Dataset entries:
====

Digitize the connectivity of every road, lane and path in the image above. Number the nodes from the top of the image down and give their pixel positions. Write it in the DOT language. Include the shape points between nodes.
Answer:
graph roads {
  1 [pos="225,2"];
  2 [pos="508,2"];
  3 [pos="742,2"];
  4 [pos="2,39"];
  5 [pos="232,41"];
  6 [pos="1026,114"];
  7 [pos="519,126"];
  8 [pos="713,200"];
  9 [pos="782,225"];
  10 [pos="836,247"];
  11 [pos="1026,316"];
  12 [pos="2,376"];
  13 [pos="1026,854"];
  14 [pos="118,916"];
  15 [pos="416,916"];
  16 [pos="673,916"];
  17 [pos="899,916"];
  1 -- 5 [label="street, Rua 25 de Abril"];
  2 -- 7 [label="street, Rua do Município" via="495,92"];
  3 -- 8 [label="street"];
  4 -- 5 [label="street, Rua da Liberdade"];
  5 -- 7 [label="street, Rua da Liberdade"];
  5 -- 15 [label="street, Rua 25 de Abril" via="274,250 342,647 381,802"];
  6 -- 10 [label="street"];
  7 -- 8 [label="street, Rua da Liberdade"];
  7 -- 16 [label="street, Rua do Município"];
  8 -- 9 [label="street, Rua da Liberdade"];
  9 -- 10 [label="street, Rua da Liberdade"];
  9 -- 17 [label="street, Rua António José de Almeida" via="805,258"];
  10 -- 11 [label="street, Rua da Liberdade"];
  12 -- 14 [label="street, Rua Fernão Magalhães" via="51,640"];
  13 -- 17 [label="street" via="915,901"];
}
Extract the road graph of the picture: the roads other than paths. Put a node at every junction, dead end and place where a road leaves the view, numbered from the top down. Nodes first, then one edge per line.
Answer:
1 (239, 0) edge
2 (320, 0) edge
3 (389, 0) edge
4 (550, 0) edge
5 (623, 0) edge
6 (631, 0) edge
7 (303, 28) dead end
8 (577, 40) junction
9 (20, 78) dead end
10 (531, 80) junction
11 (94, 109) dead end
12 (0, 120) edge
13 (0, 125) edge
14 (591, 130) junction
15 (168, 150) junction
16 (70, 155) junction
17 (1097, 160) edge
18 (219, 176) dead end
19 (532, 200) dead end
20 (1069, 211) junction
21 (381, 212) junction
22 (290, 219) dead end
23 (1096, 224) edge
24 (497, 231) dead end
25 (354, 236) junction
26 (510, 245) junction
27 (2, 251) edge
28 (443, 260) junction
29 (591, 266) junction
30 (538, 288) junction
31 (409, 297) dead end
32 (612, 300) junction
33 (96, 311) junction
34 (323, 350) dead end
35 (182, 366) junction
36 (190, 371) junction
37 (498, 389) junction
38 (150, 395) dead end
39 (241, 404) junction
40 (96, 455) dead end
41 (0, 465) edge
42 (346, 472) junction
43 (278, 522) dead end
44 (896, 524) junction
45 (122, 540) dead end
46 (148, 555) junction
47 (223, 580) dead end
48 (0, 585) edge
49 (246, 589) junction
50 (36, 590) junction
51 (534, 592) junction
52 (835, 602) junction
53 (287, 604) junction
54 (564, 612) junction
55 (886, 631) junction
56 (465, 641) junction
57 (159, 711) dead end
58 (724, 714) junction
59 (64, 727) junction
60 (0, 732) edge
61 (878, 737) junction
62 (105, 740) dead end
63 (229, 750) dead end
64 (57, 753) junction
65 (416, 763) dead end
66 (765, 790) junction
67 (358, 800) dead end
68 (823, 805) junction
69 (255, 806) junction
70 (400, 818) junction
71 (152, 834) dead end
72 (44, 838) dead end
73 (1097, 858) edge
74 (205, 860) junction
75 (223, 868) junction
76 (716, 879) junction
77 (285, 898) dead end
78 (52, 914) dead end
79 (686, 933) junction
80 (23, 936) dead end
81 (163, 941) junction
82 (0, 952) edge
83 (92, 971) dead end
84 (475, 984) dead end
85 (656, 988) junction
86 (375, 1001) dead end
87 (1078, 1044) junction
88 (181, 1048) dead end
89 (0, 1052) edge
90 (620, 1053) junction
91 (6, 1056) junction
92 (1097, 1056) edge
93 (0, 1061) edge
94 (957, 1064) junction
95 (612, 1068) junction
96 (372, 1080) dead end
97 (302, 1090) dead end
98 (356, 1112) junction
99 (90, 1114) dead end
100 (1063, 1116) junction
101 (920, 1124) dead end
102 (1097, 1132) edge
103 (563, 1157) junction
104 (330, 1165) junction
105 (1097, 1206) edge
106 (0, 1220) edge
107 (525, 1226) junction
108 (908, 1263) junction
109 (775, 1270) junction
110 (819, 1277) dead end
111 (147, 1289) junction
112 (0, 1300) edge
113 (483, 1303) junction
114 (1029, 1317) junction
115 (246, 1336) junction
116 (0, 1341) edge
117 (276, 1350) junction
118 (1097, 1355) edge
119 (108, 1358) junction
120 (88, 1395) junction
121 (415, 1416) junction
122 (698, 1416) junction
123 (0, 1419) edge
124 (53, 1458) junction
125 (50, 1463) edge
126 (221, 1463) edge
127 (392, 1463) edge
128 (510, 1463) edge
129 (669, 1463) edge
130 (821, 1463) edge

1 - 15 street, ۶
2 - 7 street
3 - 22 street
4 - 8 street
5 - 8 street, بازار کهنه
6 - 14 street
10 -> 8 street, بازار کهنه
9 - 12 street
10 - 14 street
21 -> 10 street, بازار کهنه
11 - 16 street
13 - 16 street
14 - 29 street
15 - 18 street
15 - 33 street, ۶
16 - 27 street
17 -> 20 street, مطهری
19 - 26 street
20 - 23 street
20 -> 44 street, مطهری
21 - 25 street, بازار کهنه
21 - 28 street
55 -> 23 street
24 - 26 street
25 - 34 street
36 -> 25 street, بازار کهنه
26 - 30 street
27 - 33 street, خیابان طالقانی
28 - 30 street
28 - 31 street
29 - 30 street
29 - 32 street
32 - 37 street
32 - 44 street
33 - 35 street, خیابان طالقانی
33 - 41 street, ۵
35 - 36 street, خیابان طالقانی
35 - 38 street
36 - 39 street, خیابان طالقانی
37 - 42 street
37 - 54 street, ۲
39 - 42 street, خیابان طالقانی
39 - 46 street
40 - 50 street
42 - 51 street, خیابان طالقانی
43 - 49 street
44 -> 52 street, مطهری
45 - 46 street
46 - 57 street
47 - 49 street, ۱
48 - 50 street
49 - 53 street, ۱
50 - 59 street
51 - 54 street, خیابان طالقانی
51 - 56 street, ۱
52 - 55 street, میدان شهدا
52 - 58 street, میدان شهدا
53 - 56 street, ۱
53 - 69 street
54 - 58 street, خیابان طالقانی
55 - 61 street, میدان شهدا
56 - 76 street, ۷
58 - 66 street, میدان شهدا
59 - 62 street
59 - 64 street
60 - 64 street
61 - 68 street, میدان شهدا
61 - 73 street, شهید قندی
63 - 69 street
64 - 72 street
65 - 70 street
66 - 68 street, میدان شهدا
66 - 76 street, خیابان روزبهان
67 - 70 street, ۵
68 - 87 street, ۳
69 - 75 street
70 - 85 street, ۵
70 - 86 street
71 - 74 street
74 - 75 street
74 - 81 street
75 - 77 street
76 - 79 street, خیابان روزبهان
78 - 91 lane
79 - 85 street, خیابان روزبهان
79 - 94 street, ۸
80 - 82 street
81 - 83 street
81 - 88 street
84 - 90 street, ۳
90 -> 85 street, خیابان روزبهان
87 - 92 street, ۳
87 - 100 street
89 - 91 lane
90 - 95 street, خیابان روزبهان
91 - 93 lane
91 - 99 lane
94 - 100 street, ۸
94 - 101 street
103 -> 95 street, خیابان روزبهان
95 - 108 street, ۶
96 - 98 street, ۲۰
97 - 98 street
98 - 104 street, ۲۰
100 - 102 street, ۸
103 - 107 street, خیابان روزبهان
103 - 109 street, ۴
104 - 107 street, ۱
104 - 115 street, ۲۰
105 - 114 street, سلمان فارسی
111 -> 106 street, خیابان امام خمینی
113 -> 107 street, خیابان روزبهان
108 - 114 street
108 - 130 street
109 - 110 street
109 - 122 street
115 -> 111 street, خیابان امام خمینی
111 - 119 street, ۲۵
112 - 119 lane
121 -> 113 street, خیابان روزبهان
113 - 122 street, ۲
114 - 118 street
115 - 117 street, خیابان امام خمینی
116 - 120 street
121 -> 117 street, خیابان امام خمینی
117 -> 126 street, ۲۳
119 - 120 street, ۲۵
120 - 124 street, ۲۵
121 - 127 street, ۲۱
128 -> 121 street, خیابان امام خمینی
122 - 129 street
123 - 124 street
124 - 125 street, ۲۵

====

:: What this task involves ::
The answer should consist only of the number of lines above in which "Liberdade" appears.

:: Task result ::
6